Originally Posted by Northerner 2
I have a fairly steep driveway and to-day when it was snow-covered my 2013 Sorento could not deal with it. Had to get out my trusty 2002 RX 300 which made it up no problem! Both vehicle have good snow tires.
When the Sorento lost traction I had people observe and the front left wheel was spinning as was the right rear wheel. Pushing the 4 WD drive button on the dash had no effect except for illuminating the orange indicator light on the dash.
The AWD system is working perfectly here.
1.)Your Sorento is operating as a FWD vehicle with an open front differential until one of the two front wheels slips.
2.)Once a front wheel slips (has no traction and can be seen spinning) the open differential on the front axle (i am oversimplifying here, but more or less this is what happens) sends torque to the spinning wheel, and none to the wheel not spinning (the not spinning wheel is the one with traction).
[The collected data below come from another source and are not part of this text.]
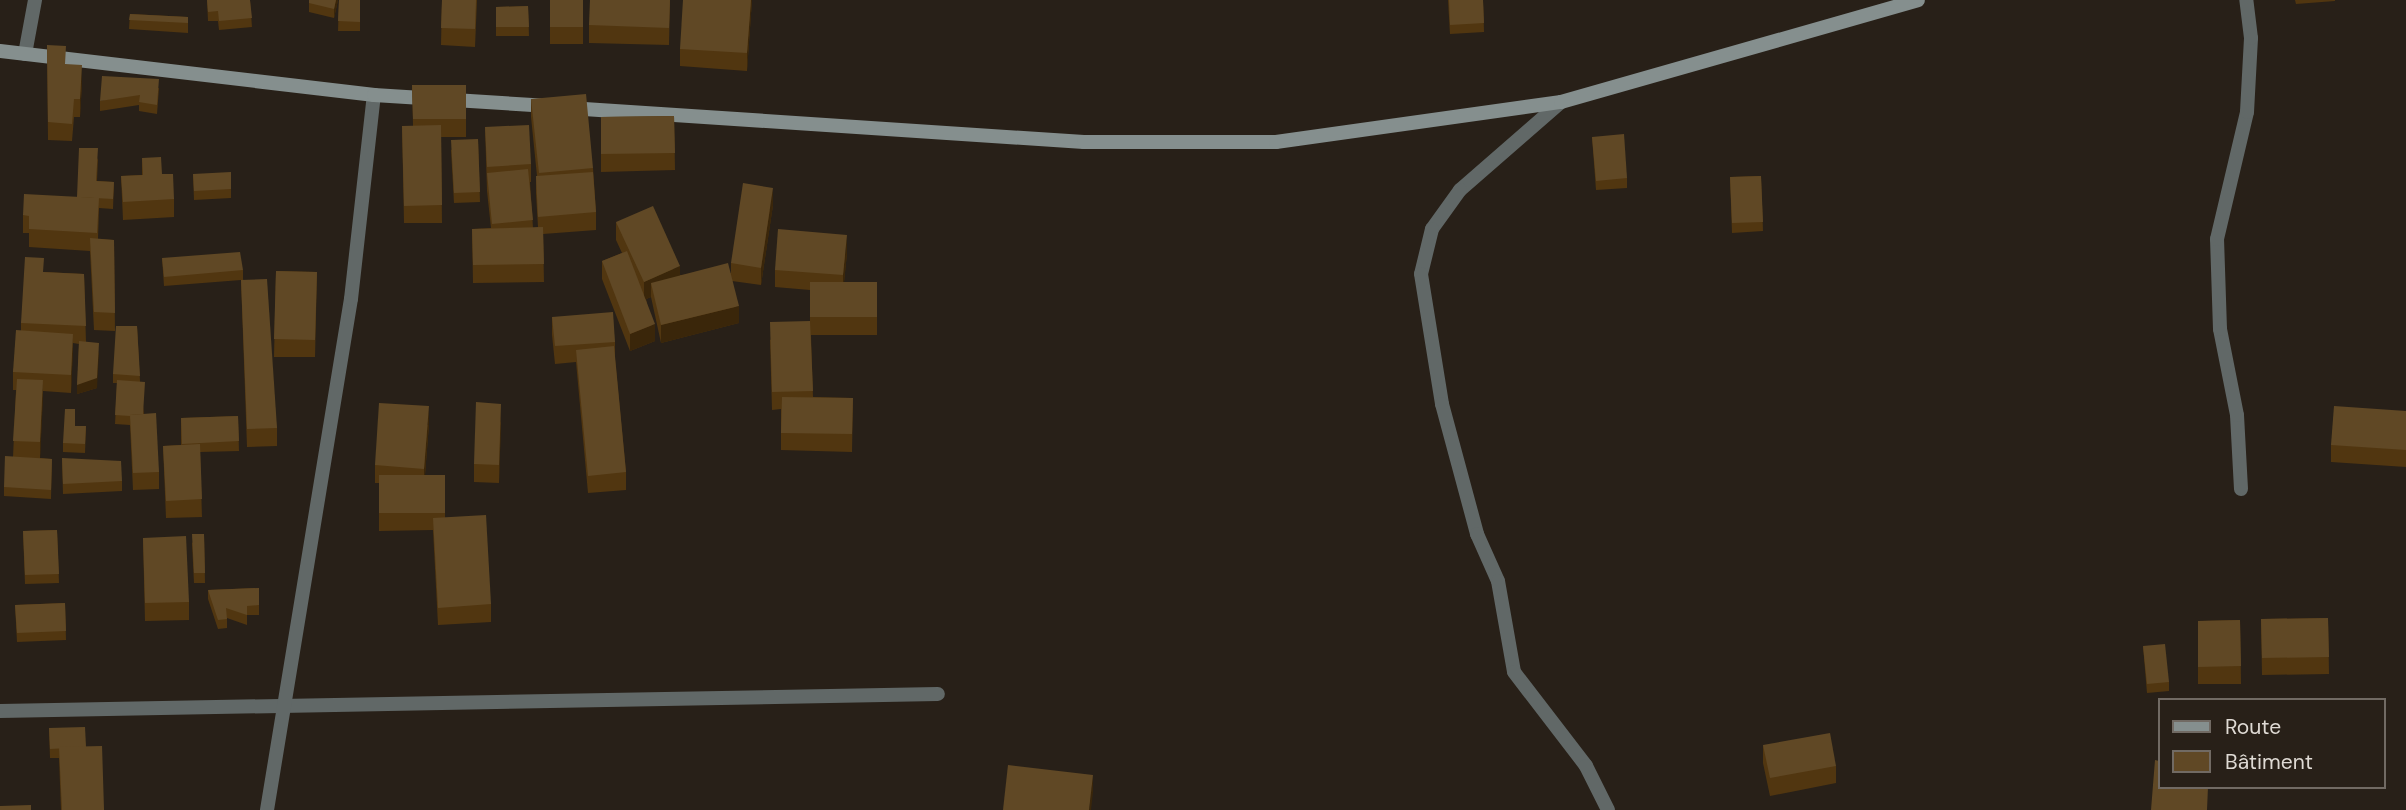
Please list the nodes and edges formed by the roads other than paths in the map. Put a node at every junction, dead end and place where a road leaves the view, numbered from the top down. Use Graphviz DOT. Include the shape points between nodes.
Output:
graph roads {
  1 [pos="36,0"];
  2 [pos="1918,0"];
  3 [pos="2246,0"];
  4 [pos="0,51"];
  5 [pos="24,54"];
  6 [pos="374,95"];
  7 [pos="1561,102"];
  8 [pos="2241,489"];
  9 [pos="938,694"];
  10 [pos="284,709"];
  11 [pos="0,711"];
  12 [pos="267,810"];
  13 [pos="1608,810"];
  1 -- 5 [label="street"];
  2 -- 7 [label="street"];
  3 -- 8 [label="street" via="2251,38 2247,112 2217,239 2220,330 2237,415"];
  4 -- 5 [label="street"];
  5 -- 6 [label="street"];
  6 -- 7 [label="street" via="1084,142 1276,142"];
  6 -- 10 [label="street" via="352,299"];
  7 -- 13 [label="street" via="1460,190 1432,229 1421,274 1442,404 1477,534 1498,581 1514,672 1586,766"];
  9 -- 10 [label="street"];
  10 -- 11 [label="street"];
  10 -- 12 [label="street"];
}
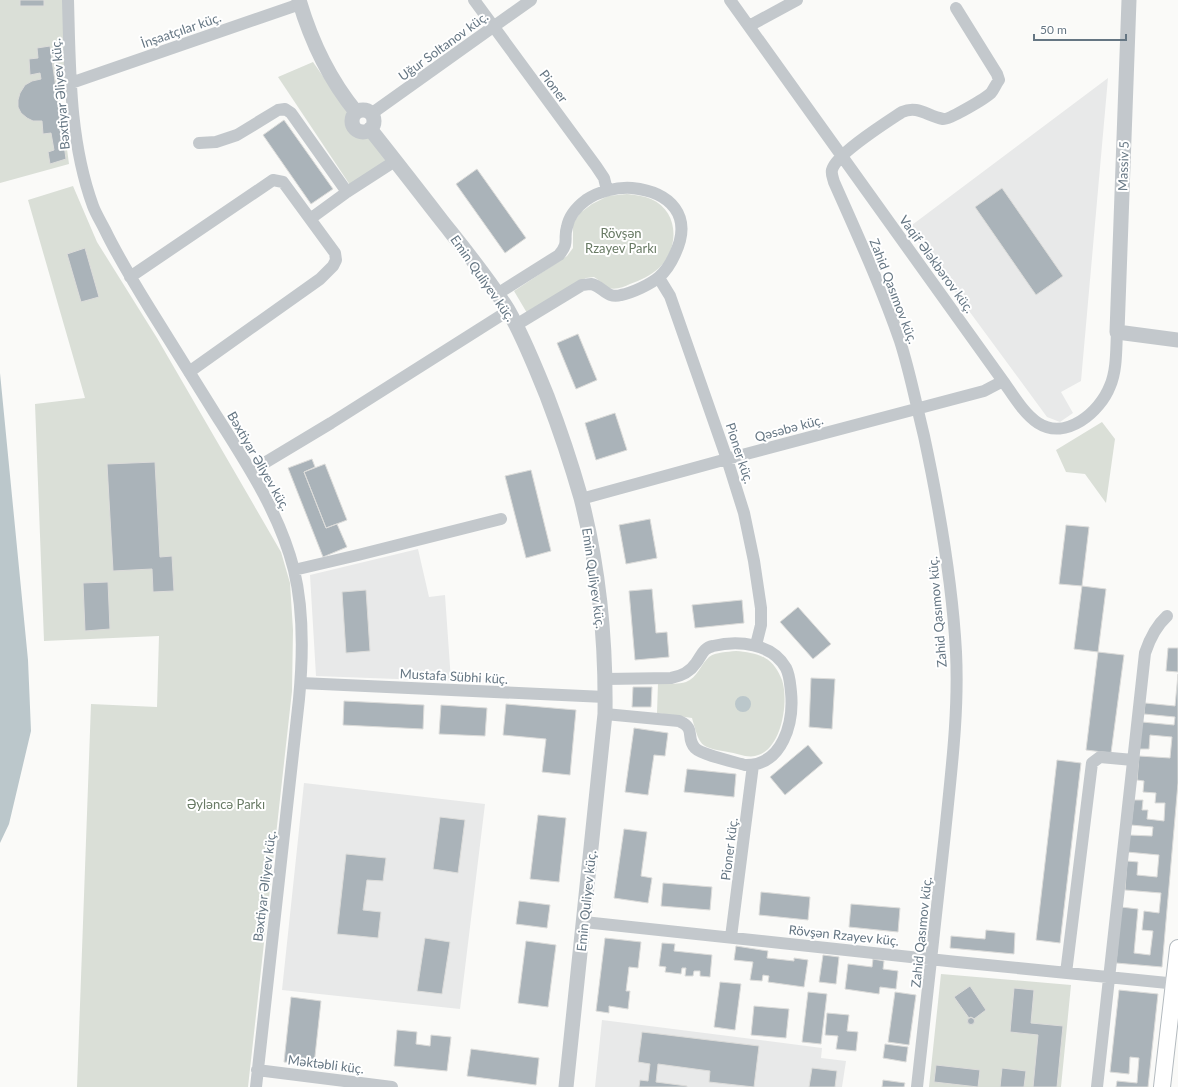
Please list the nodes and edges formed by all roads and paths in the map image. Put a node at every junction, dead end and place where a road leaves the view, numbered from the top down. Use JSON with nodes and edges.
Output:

3.)The AWD system detects the slippage across the front axle, and engages a clutch pack which links the front and the rear axle, allowing torque to "flow" to the rear axle.
4.)Torque flows into the rear differential, which splits torque to each rear wheel.
5.)One of your rear wheels has no traction (just like in the front) and so your rear axle is unable to drive you forward because you only have one wheel with traction, and it cannot get any torque from the rear differential.
All AWD/4WD systems with a center locker, center differential, or center clutch pack will work this way. They can link the front axle and the rear axle, meaning they can send torque from front to back (or vice versa), if they have open front and rear differentials (most do) they absolutely have no ability to send torque from side to side. The traction/stability control system is supposed to help with sending torque side to side. When a wheel spins the traction control system should apply the ABS to to that wheel, causing friction through the drivetrain and allowing the open differential to send torque to the side with traction. Not all traction control systems are created equally though and it is possible that the KIA implementation is not great.
What is probably most likely here is that your OEM tires are crap. Hyundai/KIA really put shitty tires on their vehicles at the factory, and no drivetrain or stability control system, no matter how sophisticated, can overcome an inability to grip from lousy tires. Since you've had other vehicles get up no trouble this is the most likely culprit.
Its not perfect, but my advice would be to keep some sand or some cheap all weather floor mats (I always do this) in the back of your car. If you get into this situation wedge the mat or sprinkle some sand underneath the spinning wheels and you should get them traction and get going, hopefully your momentum and catching intermittent patches of traction will take over from there. Once you wear out your OEM tires and get decent tires on you will probably never have to bother with this again.
Tires make a much larger difference than most people realize.